Last week, during my son Jack’s visit, we spent a lot of time in bookstores.
I grudgingly admit to scouring the wastelands of Borders for carrion (as I’ve done before) but we also visited a few bookstores at historic sites like Gettysburg and Harper’s Ferry. Below is my latest book score, and my newest reading list:
The Illustrated Atlas of the Sea – Ever since my uncle Cecil bought me an illustrated cultural atlas of the world when I was a wee lad, I have had a bit of an atlas fetish. And an atlas of the sea? I think this selection took me all of a millisecond to decide.
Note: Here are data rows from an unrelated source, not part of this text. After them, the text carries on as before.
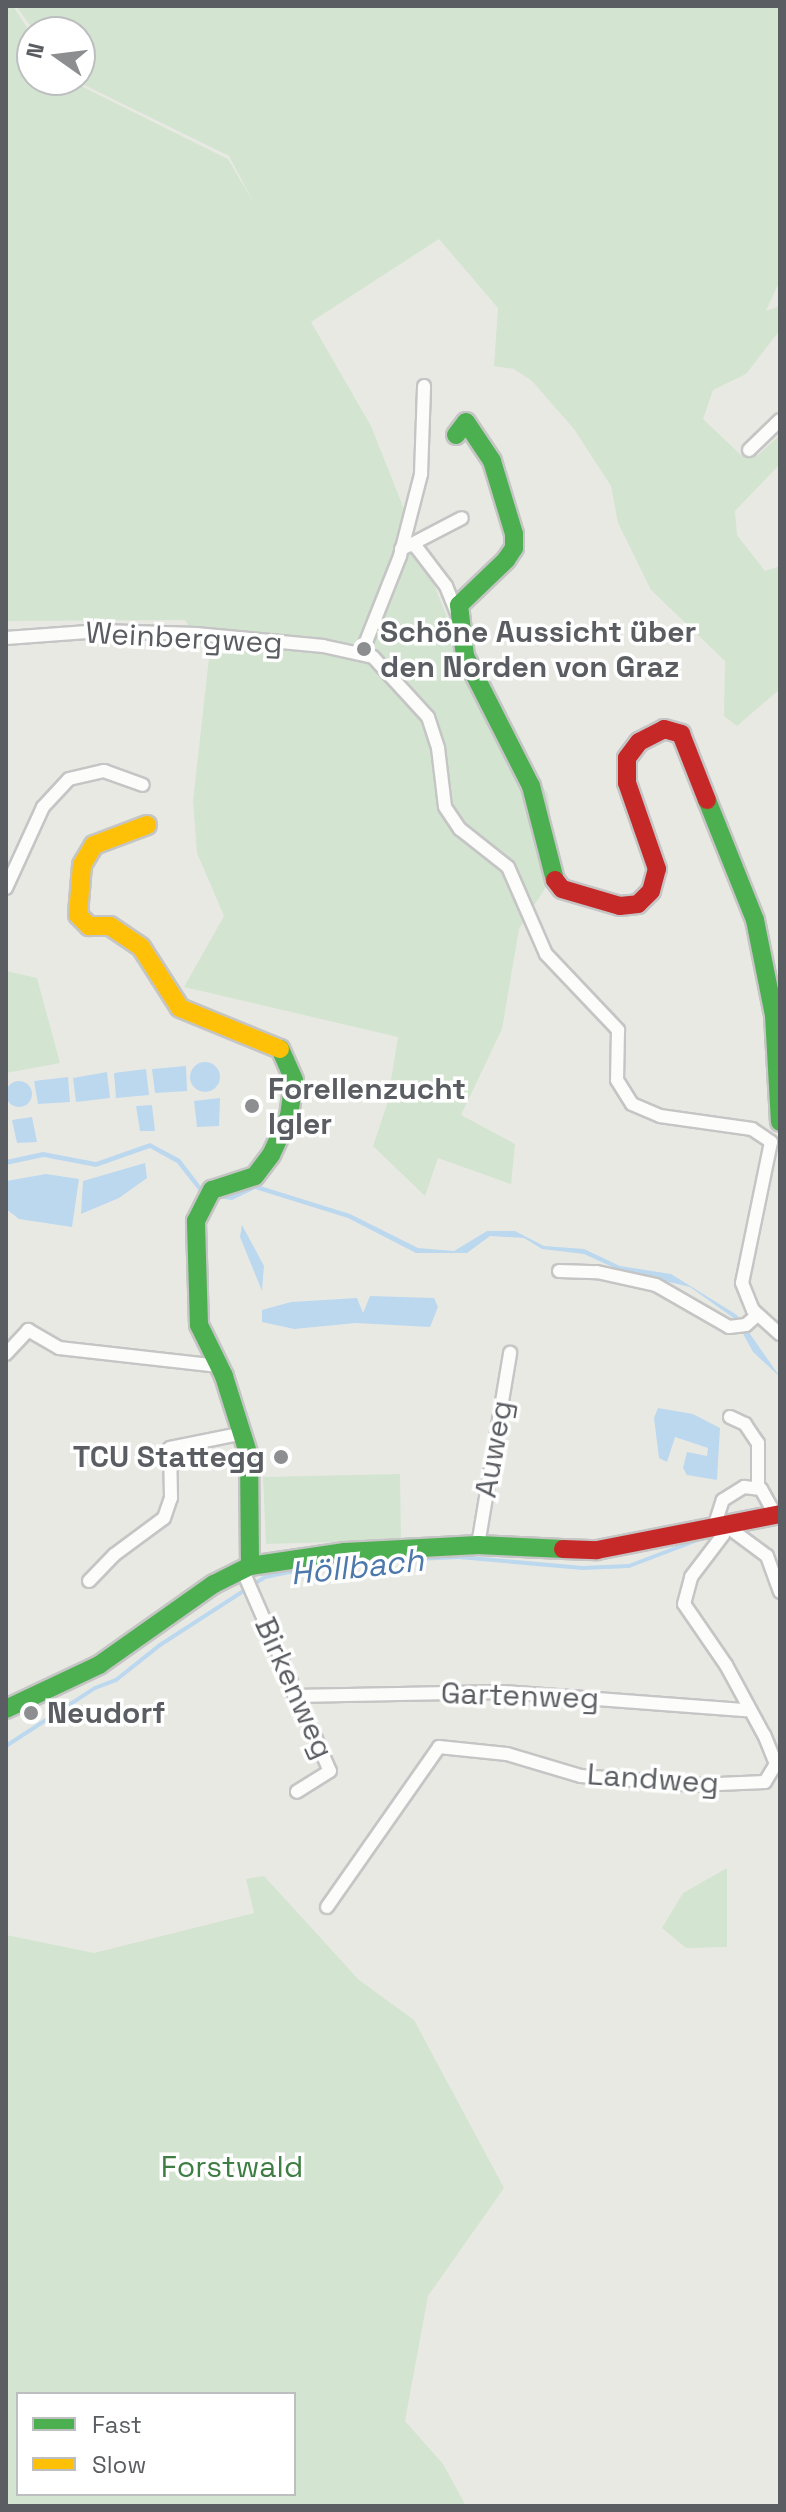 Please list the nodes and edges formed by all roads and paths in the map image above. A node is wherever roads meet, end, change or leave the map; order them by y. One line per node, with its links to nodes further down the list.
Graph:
1 (424, 386): 6 (street)
2 (780, 420): 4 (street)
3 (456, 435): 7 (street)
4 (749, 450)
5 (462, 518): 6 (street)
6 (407, 546): 7 (street); 9 (street)
7 (457, 613): 13 (street)
8 (6, 638): 9 (street, Weinbergweg)
9 (362, 652): 14 (street)
10 (143, 785): 12 (street)
11 (147, 825): 20 (street)
12 (6, 888)
13 (780, 1122)
14 (775, 1139): 16 (street)
15 (559, 1271): 16 (street)
16 (757, 1315): 17 (street)
17 (780, 1334)
18 (510, 1353): 26 (street, Auweg)
19 (6, 1354): 20 (street)
20 (219, 1366): 22 (street)
21 (730, 1417): 23 (street)
22 (244, 1433): 27 (street); 28 (street)
23 (758, 1487): 24 (street); 25 (street, Landweg)
24 (778, 1514): 25 (street)
25 (718, 1523): 26 (street); 29 (street); 32 (street, Landweg)
26 (478, 1545): 27 (street)
27 (246, 1567): 30 (street, Birkenweg); 31 (street)
28 (89, 1581)
29 (780, 1592)
30 (294, 1696): 32 (street, Gartenweg); 33 (street, Birkenweg)
31 (6, 1709)
32 (746, 1710): 34 (street, Landweg)
33 (297, 1792)
34 (327, 1907) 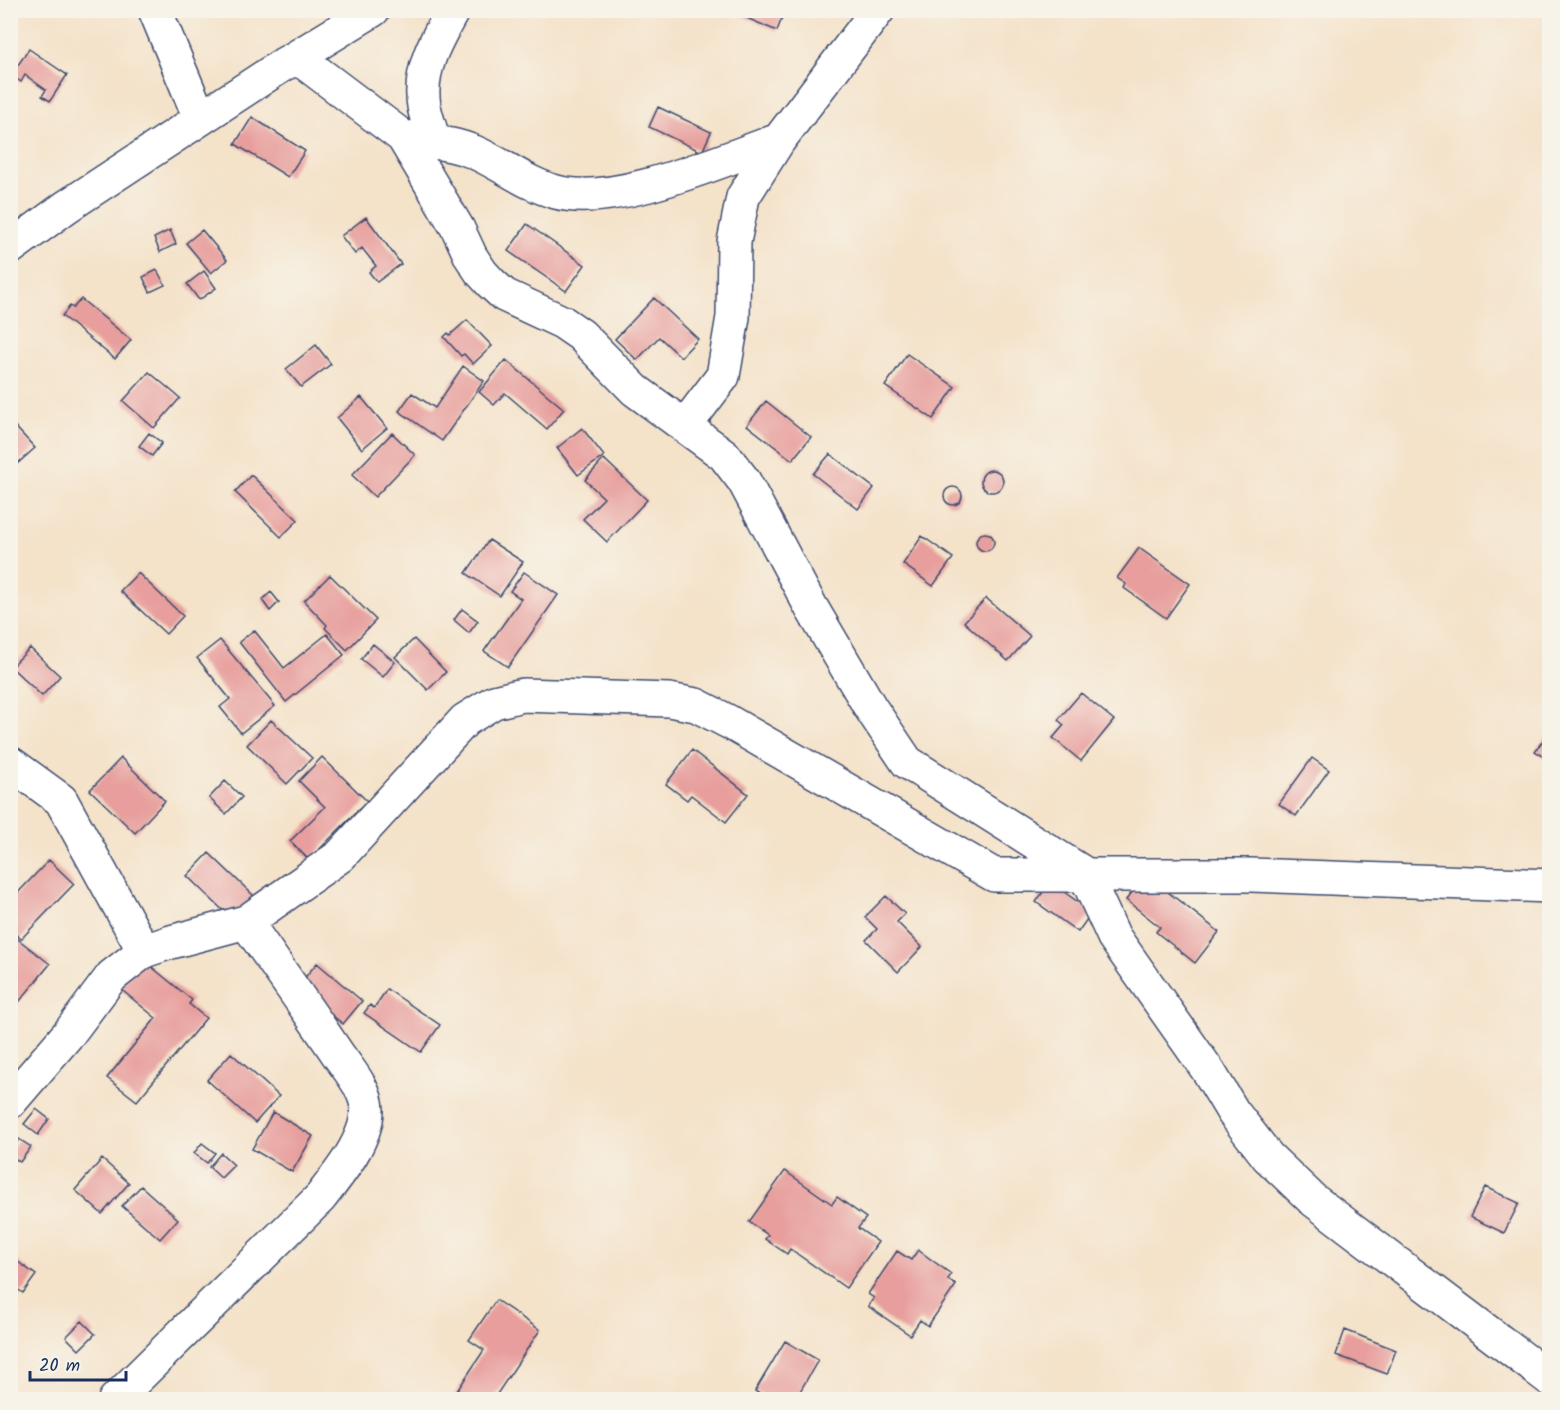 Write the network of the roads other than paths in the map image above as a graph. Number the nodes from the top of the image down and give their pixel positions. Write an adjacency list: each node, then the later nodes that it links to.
1 (155, 10): 6 (street)
2 (373, 10): 5 (street)
3 (453, 10): 7 (street)
4 (878, 10): 8 (street)
5 (293, 59): 6 (street); 7 (street)
6 (200, 118): 9 (street)
7 (419, 140): 8 (street); 10 (street)
8 (779, 140): 10 (street)
9 (10, 248)
10 (685, 426): 12 (street)
11 (10, 762): 15 (street)
12 (1084, 874): 13 (street); 14 (street); 17 (street)
13 (1550, 886)
14 (246, 922): 15 (street); 18 (street)
15 (144, 951): 16 (street)
16 (10, 1102)
17 (1550, 1380)
18 (115, 1400)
An Intelligent Person’s Guide to History by John Vincent – A relatively succinct non-fiction work with a broad scope and critical acclaim? I can only attribute such a combination to a clever and novel perspective. I really look forward to reading this.
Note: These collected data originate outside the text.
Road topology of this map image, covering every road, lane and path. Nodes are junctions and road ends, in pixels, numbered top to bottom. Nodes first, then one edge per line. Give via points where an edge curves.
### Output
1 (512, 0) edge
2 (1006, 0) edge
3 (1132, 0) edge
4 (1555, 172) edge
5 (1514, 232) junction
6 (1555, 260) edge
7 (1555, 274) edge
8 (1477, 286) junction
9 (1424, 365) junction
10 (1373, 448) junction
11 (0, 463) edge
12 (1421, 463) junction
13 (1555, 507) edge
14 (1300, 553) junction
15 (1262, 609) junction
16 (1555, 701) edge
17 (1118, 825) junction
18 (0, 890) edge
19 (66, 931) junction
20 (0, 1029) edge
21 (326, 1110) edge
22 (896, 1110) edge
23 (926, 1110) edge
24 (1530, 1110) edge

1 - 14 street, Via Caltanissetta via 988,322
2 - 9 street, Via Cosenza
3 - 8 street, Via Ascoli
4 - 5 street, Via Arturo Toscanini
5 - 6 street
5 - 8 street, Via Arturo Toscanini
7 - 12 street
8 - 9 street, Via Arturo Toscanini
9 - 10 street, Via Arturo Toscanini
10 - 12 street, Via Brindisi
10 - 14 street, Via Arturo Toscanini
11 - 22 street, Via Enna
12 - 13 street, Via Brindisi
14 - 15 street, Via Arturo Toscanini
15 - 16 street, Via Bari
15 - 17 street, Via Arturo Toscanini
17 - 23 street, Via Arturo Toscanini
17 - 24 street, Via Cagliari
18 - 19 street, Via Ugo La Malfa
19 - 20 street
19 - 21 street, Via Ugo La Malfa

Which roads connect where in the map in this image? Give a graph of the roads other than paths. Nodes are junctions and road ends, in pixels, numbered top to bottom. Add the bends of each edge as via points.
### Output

A Museum of Early American Tools by Eric Sloane, and Book of Old-Time Trades and Tools by Anonymous – I bought this pair in Harper’s Ferry, to use primarily as reference books for the Observer Tales. The ratio of text to graphics in them is quite satisfying, and they would make great additions to the background material of any writer working with historical fiction or Early Modern fantasy.
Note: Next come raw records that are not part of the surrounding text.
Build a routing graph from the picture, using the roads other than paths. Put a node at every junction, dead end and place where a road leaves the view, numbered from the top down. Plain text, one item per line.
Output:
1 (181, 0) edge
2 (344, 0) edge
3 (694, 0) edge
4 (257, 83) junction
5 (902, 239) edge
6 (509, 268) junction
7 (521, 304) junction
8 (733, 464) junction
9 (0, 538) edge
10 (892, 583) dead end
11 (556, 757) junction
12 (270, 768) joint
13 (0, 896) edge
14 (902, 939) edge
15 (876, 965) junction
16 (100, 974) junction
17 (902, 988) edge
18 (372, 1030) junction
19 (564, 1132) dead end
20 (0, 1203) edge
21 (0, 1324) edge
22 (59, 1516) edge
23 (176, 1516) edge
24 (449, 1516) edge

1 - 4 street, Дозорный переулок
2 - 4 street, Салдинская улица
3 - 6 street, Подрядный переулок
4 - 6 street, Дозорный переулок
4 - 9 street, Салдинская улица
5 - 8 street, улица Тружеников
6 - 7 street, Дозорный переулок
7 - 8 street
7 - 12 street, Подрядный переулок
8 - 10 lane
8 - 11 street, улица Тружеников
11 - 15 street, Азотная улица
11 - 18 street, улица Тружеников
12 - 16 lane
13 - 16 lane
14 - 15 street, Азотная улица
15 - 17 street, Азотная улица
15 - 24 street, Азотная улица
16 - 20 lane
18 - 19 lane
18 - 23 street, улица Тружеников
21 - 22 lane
Jewish Pirates of the Caribbean by Edward Kritzler – I am almost embarrassed to admit how many books on pirates are in my library. (Still a small percentage, considering the total number of books.) My friends have even commented on what a small role pirates play in the Observer Tales, even though the setting offers a perfect opportunity to indulge myself.
And, considering that the Marashid of the Observer Tales are based roughly on Judeo-Canaanite-Islamic culture, how could I pass up on a book called Jewish Pirates of the Caribbean? The subtitle, “How a Generation of Swashbuckling Jews Carved Out an Empire in the New World in Their Quest for Treasure, Religious Freedom — and Revenge,” was an absolute clincher. Into the basket it went.
The Book of the Dun Cow by Walter Wangerin Jr. – Winner of the National Book Award. Is that not enough? Wangerin has woven together a variety of myths into a single fantasy on the perennial puzzle of the nature of evil. Every haul of paperbound booty should contain at least one piece of fiction, and this one seems more than adequate.